§ **WORK ORDER**
Check each line below for the word "dead" and give the number of lines that have it, nothing more.

§ **THE DATA**
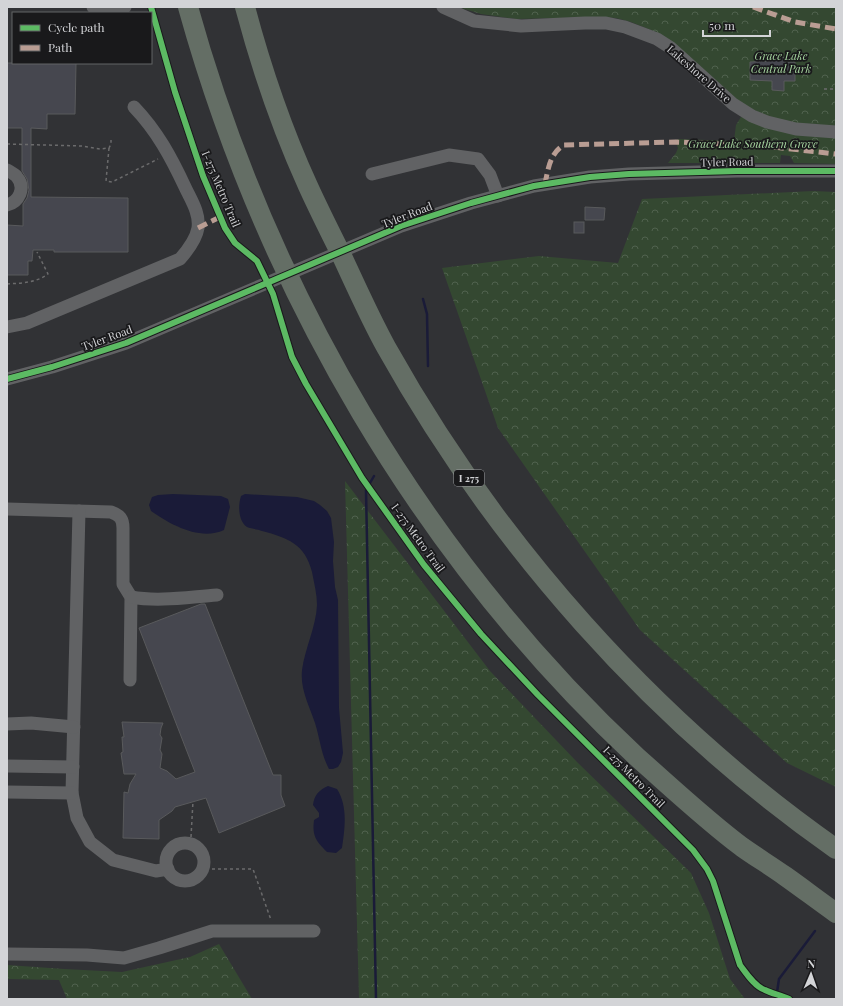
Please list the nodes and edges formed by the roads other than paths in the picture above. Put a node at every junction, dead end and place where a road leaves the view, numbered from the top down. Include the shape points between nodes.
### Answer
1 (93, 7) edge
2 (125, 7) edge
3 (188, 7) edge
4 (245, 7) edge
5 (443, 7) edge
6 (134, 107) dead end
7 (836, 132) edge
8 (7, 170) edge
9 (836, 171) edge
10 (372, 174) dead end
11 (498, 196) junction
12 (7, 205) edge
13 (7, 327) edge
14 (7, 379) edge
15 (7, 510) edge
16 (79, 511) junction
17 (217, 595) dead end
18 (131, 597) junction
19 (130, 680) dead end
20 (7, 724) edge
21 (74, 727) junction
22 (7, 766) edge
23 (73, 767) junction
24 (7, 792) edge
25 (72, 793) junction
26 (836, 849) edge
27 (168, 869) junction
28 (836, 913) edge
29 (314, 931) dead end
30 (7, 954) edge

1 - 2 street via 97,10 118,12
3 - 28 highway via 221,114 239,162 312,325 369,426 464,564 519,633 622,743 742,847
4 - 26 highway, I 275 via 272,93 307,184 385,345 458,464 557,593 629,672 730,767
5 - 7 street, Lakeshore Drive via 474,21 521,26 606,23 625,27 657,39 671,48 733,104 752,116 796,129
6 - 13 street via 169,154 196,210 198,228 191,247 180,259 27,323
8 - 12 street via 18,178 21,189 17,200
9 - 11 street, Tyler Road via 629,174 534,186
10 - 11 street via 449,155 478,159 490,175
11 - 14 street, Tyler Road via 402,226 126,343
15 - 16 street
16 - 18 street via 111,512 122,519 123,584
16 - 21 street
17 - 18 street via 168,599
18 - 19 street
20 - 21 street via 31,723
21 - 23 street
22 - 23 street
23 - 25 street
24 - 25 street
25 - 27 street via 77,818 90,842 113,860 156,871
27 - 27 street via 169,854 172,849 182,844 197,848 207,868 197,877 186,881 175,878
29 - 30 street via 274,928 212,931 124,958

§ **RESPONSE TO THE TASK**
6